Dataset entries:
========
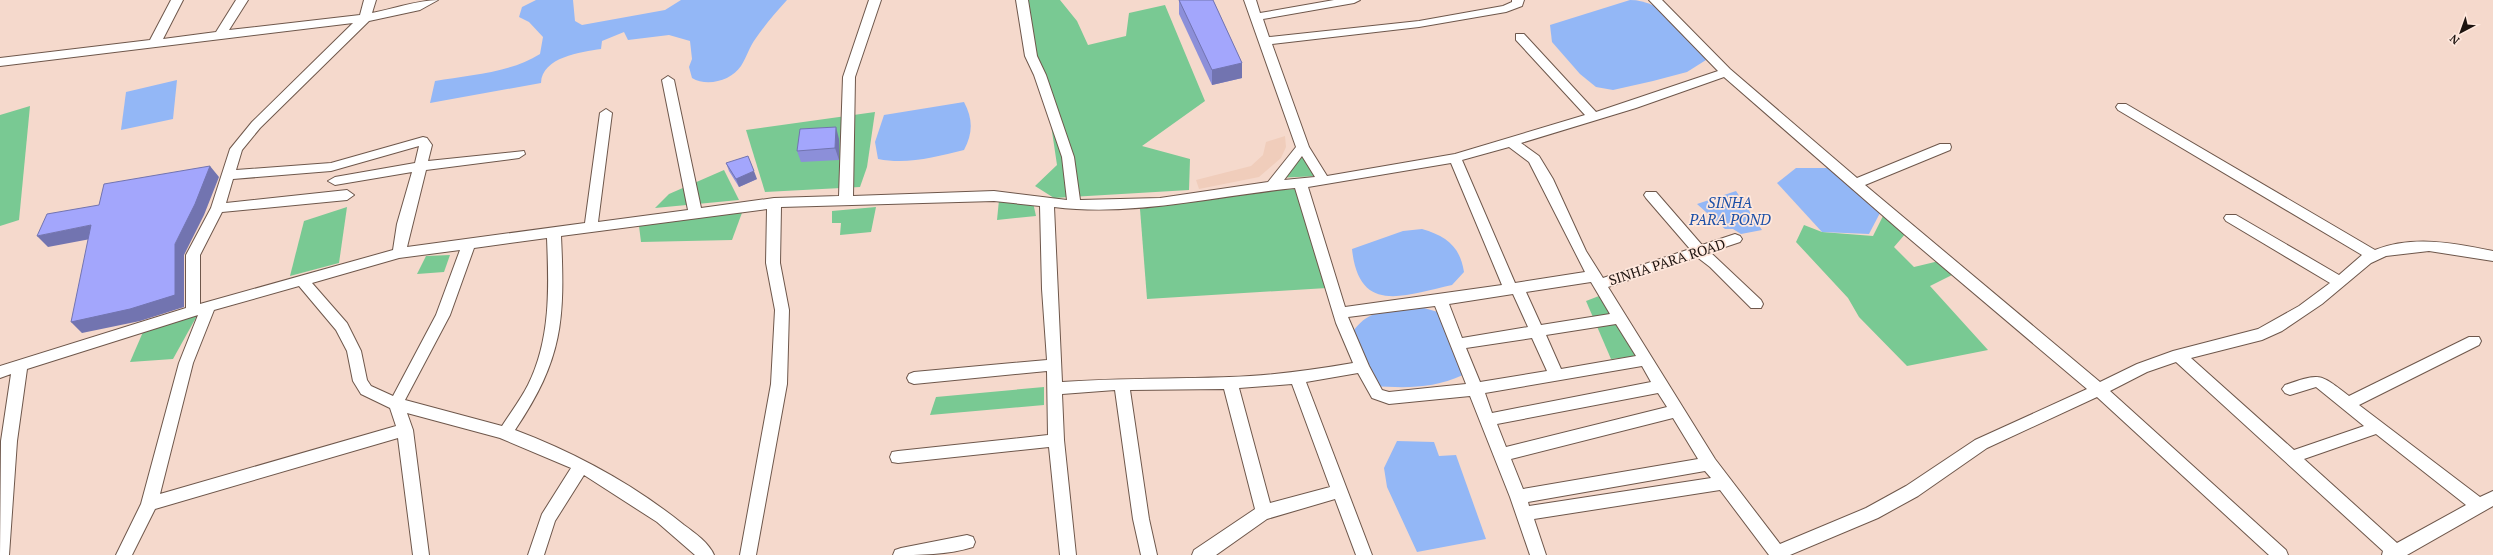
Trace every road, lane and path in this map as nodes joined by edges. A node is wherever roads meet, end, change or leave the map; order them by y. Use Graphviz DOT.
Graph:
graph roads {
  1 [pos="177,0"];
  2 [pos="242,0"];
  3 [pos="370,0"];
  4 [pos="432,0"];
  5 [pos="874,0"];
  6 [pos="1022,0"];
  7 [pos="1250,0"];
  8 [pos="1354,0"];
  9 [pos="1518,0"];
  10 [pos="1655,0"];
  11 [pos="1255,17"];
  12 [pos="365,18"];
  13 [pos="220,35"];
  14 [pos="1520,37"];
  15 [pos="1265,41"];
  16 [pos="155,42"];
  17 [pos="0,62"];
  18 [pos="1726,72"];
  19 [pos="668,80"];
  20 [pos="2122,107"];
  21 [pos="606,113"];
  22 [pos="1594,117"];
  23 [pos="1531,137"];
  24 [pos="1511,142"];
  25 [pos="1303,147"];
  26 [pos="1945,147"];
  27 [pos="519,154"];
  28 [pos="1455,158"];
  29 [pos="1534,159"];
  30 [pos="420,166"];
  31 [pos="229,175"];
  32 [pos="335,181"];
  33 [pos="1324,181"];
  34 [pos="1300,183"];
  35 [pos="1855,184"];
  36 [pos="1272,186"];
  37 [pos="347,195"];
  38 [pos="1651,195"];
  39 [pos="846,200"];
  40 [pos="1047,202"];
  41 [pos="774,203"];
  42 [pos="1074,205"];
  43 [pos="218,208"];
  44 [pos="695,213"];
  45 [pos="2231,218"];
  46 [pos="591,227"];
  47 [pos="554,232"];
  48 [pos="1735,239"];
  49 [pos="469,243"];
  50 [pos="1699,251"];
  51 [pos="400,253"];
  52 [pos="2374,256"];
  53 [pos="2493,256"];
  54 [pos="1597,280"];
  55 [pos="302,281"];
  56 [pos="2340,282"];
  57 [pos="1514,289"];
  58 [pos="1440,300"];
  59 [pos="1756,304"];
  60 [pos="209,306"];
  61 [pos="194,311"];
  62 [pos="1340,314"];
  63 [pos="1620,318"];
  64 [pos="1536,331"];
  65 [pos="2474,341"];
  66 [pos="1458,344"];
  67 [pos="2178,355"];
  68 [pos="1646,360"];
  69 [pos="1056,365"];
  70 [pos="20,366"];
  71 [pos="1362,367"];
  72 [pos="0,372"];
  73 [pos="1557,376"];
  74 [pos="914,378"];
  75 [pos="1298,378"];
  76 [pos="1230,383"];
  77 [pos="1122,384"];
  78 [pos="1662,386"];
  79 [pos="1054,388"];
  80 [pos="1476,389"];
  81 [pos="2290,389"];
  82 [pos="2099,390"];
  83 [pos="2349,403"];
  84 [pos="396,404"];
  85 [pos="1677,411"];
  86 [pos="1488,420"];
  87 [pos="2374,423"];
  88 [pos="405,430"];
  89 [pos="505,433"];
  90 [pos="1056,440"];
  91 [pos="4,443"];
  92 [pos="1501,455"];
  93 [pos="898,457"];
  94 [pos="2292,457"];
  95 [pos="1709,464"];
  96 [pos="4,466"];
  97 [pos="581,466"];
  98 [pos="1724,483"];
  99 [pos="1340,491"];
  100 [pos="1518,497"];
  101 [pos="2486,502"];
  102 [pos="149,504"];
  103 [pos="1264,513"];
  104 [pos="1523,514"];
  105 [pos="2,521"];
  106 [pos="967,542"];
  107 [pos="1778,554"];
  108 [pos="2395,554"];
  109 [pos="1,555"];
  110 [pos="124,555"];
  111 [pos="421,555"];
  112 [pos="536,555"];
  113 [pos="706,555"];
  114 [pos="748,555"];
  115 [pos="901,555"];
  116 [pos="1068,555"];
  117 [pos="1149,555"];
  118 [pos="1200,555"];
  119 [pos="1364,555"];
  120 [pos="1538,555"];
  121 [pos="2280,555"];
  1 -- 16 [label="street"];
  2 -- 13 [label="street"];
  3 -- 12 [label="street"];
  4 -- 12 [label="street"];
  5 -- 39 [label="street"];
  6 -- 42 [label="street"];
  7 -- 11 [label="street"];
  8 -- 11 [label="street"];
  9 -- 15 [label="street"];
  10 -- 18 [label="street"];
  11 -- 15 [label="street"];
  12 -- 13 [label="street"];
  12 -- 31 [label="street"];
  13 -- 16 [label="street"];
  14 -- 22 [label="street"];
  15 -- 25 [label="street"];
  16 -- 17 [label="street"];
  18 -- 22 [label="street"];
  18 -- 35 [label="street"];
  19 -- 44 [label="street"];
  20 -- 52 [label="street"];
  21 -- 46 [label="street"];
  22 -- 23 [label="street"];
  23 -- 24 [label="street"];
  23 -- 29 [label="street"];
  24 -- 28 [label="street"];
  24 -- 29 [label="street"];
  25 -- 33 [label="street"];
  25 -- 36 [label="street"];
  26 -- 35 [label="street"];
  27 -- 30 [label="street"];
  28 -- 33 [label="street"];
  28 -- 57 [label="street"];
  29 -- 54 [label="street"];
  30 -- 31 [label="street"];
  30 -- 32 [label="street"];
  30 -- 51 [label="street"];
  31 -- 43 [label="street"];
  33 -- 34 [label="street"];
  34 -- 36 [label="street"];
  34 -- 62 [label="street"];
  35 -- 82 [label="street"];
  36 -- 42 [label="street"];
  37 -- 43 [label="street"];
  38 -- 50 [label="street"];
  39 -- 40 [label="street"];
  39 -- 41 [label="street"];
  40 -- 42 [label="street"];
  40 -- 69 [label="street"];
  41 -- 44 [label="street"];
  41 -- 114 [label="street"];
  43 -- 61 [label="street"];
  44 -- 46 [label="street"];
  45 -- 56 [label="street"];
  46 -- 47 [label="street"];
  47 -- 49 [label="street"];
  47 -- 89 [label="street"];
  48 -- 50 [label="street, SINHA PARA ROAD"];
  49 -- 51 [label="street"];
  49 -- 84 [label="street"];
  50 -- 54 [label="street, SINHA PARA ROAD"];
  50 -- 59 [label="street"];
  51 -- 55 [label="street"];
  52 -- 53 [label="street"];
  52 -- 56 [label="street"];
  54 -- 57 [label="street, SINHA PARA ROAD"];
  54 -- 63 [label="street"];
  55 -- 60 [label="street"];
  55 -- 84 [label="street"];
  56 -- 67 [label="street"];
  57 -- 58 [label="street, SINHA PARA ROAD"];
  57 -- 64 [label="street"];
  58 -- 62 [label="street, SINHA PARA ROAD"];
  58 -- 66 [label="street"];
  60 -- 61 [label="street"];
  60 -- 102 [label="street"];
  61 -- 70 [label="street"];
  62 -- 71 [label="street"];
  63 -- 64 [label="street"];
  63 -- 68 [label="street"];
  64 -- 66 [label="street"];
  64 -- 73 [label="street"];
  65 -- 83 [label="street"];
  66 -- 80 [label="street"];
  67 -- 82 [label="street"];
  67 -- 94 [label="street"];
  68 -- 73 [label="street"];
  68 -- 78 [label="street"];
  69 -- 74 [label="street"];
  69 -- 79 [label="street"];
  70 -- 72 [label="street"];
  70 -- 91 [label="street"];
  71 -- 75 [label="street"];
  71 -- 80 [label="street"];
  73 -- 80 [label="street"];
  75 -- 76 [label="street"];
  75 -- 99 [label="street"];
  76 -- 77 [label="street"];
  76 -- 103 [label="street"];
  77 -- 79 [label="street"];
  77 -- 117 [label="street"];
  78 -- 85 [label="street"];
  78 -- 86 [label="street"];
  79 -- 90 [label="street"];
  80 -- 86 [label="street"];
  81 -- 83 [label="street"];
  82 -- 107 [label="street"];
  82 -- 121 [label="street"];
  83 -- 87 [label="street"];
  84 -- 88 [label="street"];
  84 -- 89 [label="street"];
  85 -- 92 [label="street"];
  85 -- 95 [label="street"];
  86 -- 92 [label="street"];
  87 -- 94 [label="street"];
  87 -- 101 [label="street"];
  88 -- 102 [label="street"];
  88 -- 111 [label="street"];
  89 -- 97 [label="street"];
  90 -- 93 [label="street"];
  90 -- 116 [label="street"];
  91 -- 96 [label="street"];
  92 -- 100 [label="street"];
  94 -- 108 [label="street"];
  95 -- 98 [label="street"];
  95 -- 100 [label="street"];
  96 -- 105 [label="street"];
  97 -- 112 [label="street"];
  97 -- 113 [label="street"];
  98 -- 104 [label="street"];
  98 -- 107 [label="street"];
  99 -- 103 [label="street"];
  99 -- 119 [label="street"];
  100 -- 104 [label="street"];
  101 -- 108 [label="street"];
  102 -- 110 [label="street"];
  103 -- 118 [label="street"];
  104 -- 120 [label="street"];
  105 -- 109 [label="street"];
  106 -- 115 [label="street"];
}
========
▶ **Exercise aim**
Each line of the entries above that includes the string "SINHA" should be copied out.

▶ **Reply to the exercise**
  48 -- 50 [label="street, SINHA PARA ROAD"];
  50 -- 54 [label="street, SINHA PARA ROAD"];
  54 -- 57 [label="street, SINHA PARA ROAD"];
  57 -- 58 [label="street, SINHA PARA ROAD"];
  58 -- 62 [label="street, SINHA PARA ROAD"];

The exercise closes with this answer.